= Security Account Manager =

Windows database that stores users' passwords

The Security Account Manager or System Account Manager (SAM) is a database file in Windows NT, Windows 2000, Windows XP, Windows Vista, Windows 7, 8.1, 10 and 11 that stores users' passwords. It can be used to authenticate local and remote users. Beginning with Windows 2000 SP4, Active Directory authenticates remote users. SAM uses cryptographic measures to prevent unauthenticated users accessing the system.

The user passwords are stored in a hashed format in a registry hive either as an LM hash or as an NTLM hash. This file can be found in %SystemRoot%/System32/config/SAM and is mounted on HKLM/SAM and SYSTEM privileges are required to view it.
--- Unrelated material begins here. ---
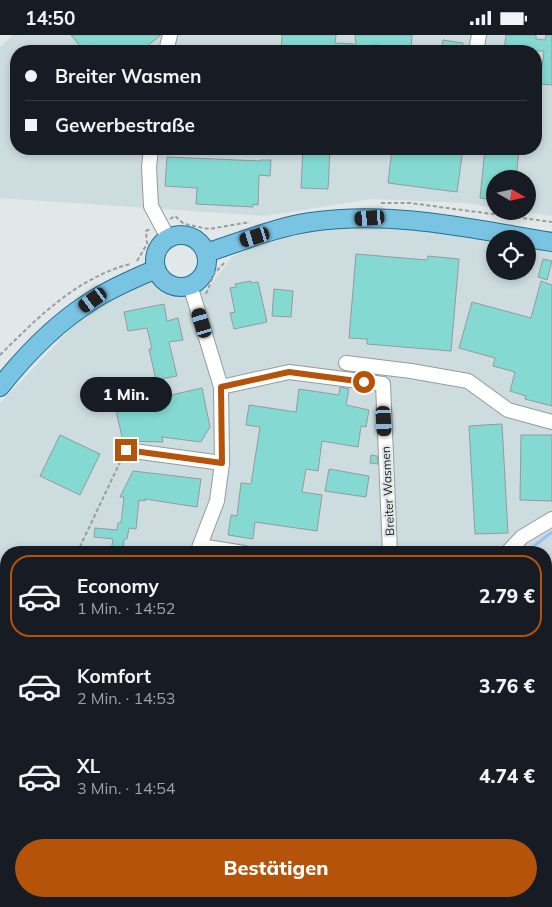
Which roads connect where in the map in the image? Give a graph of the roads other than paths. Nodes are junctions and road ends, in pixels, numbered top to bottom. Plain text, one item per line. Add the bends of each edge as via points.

In an attempt to improve the security of the SAM database against offline software cracking, Microsoft introduced the SYSKEY function in Windows NT 4.0. When SYSKEY is enabled, the on-disk copy of the SAM file is partially encrypted, so that the password hash values for all local accounts stored in the SAM are encrypted with a key (usually also referred to as the "SYSKEY"). It can be enabled by running the syskey program. As of Windows 10 version 1709, syskey was removed due to a combination of insecure security and misuse by bad actors to lock users out of systems.

==Cryptanalysis==
In 2012, it was demonstrated that every possible 8-character NTLM password hash permutation can be cracked in under 6 hours.
In 2019, this time was reduced to roughly 2.5 hours by using more modern hardware.
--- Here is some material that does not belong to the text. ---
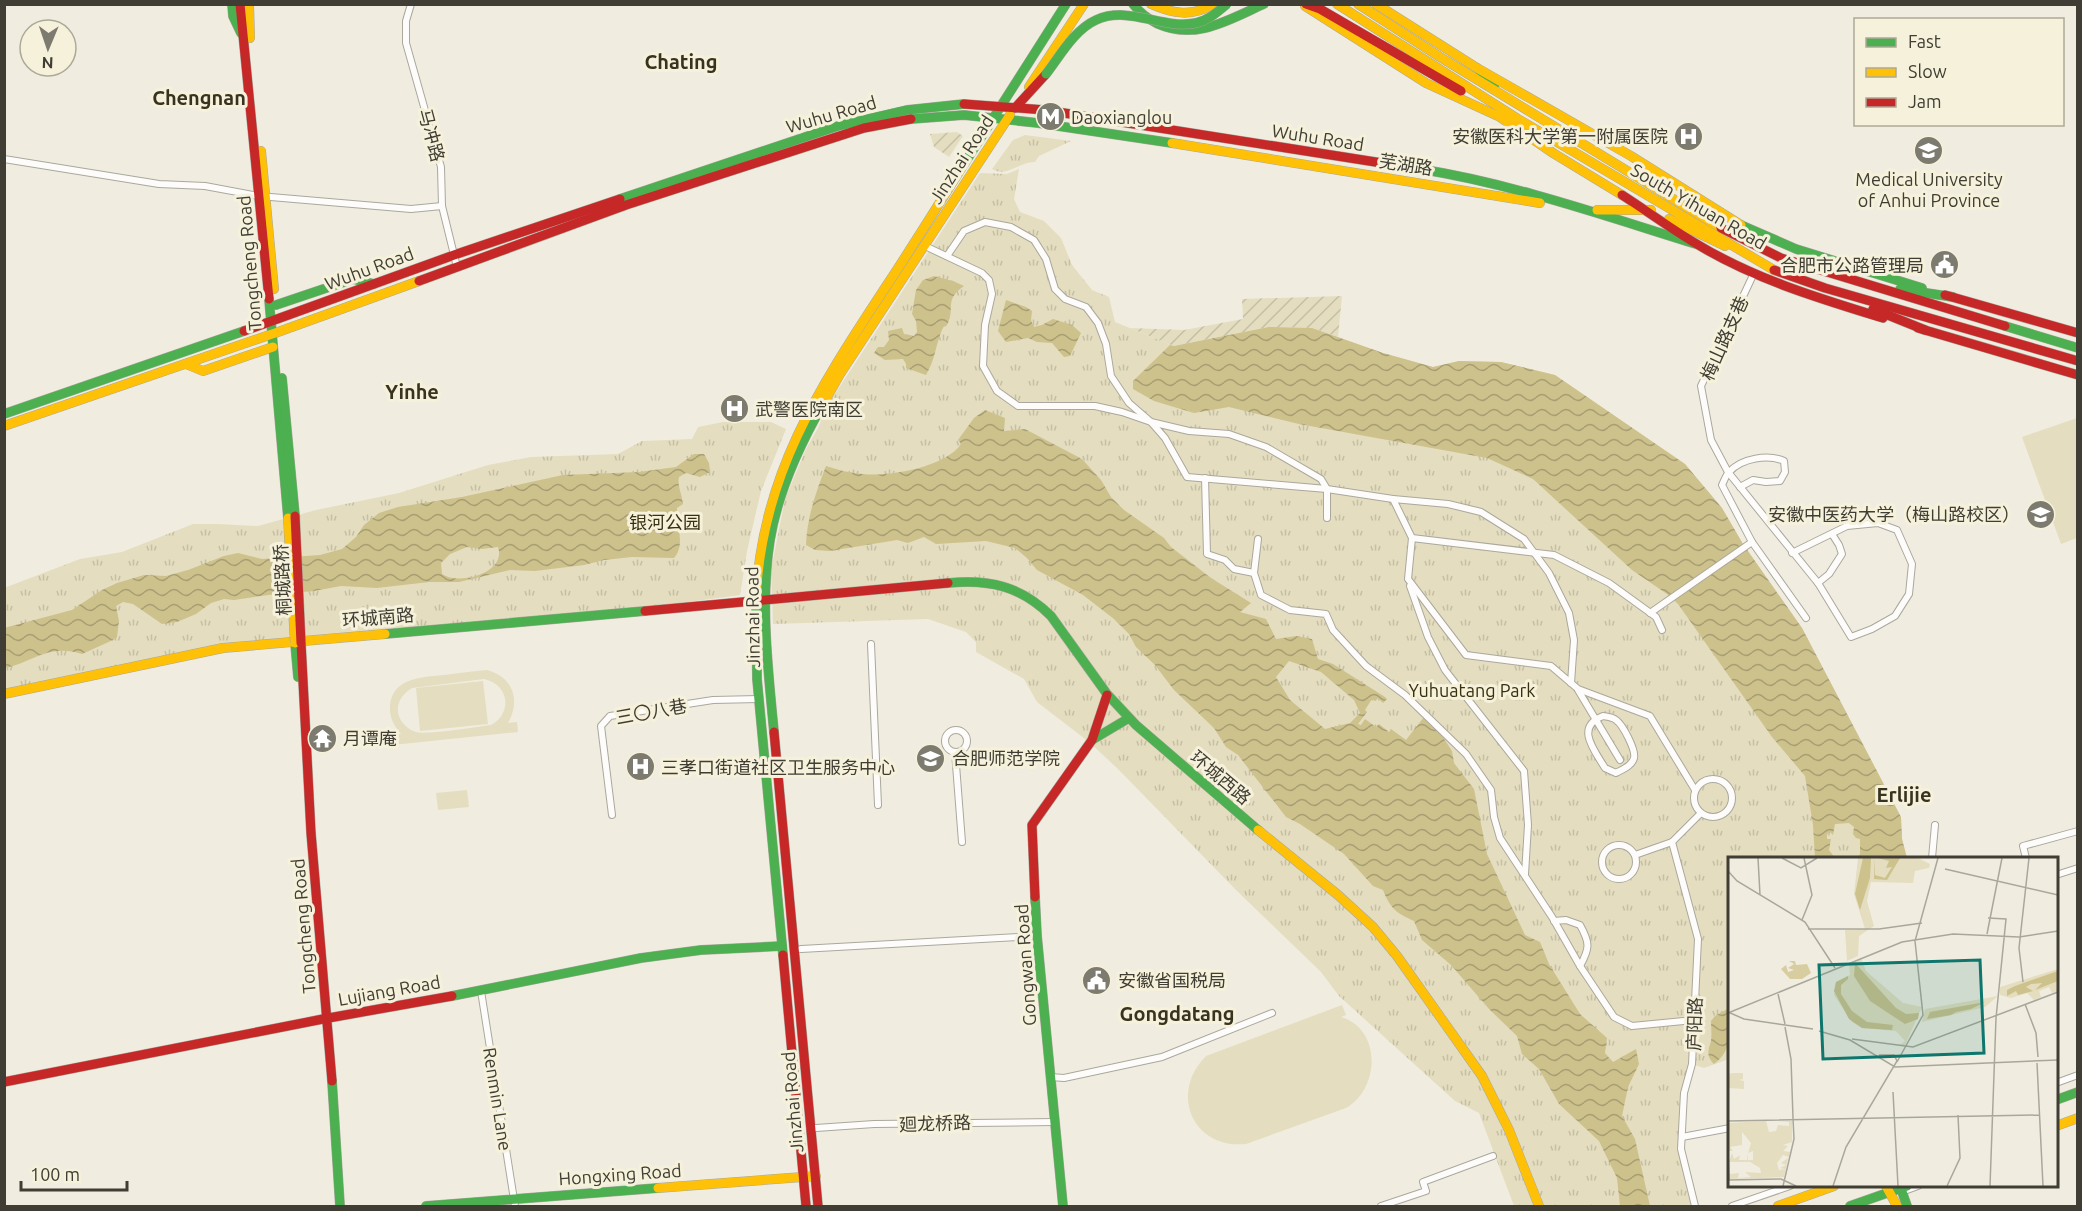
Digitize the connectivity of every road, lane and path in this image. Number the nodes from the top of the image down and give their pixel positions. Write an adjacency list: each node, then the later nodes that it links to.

In the case of online attacks, it is not possible to simply copy the SAM file to another location. The SAM file cannot be moved or copied while Windows is running, since the Windows kernel obtains and keeps an exclusive filesystem lock on the SAM file, and will not release that lock until the operating system has shut down or a "Blue Screen of Death" exception has been thrown. However, the in-memory copy of the contents of the SAM can be dumped using various techniques (including pwdump), making the password hashes available for offline brute-force attack.

===Removing LM hash===
LM hash is a compromised protocol and has been replaced by NTLM hash. Most versions of Windows can be configured to disable the creation and storage of valid LM hashes when the user changes their password. Windows Vista and later versions of Windows disable LM hash by default. Note: enabling this setting does not immediately clear the LM hash values from the SAM, but rather enables an additional check during password change operations that will instead store a "dummy" value in the location in the SAM database where the LM hash is otherwise stored. (This dummy value has no relationship to the user's password - it is the same value used for all user accounts.)

===Related attacks===
In Windows NT 3.51, NT 4.0 and 2000, an attack was devised to bypass the local authentication system. If the SAM file is deleted from the hard drive (e.g. mounting the Windows OS volume into an alternate operating system), the attacker could log in as any account with no password. This flaw was corrected with Windows XP, which shows an error message and shuts down the computer. However, there exist software utilities, which, by the aforementioned methodology of using either an emulated virtual drive, or boot disk (usually Unix/Linux, or another copy of Windows like Windows Preinstallation Environment) based environment to mount the local drive housing the active NTFS partition, and using programmed software routines and function calls from within assigned memory stacks to isolate the SAM file from the Windows NT system installation directory structure (default: %SystemRoot%/system32/config/SAM) and, depending on the particular software utility being used, removes the password hashes stored for user accounts in their entirety, or in some cases, modify the user account passwords directly from this environment.

This software has value as a password clearing or account recovering utility for individuals who have lost or forgotten their Windows account passwords, as well as a possible use as a malicious software security bypassing utility. Essentially granting a user with enough ability, experience, and familiarity with both the cracking utility software and the security routines of the Windows NT kernel (as well as offline and immediate local access to the target computer) the capability to entirely bypass or remove the Windows account passwords from a potential target computer. Microsoft subsequently released a utility called LockSmith, which is part of Microsoft Diagnostics and Recovery Toolset (DaRT). DaRT is not freely available to end-users, however.

In July 2021, it was revealed there was a vulnerability within Windows 10 and Windows 11 that allowed low privileged users to access sensitive Registry database files including the SAM file.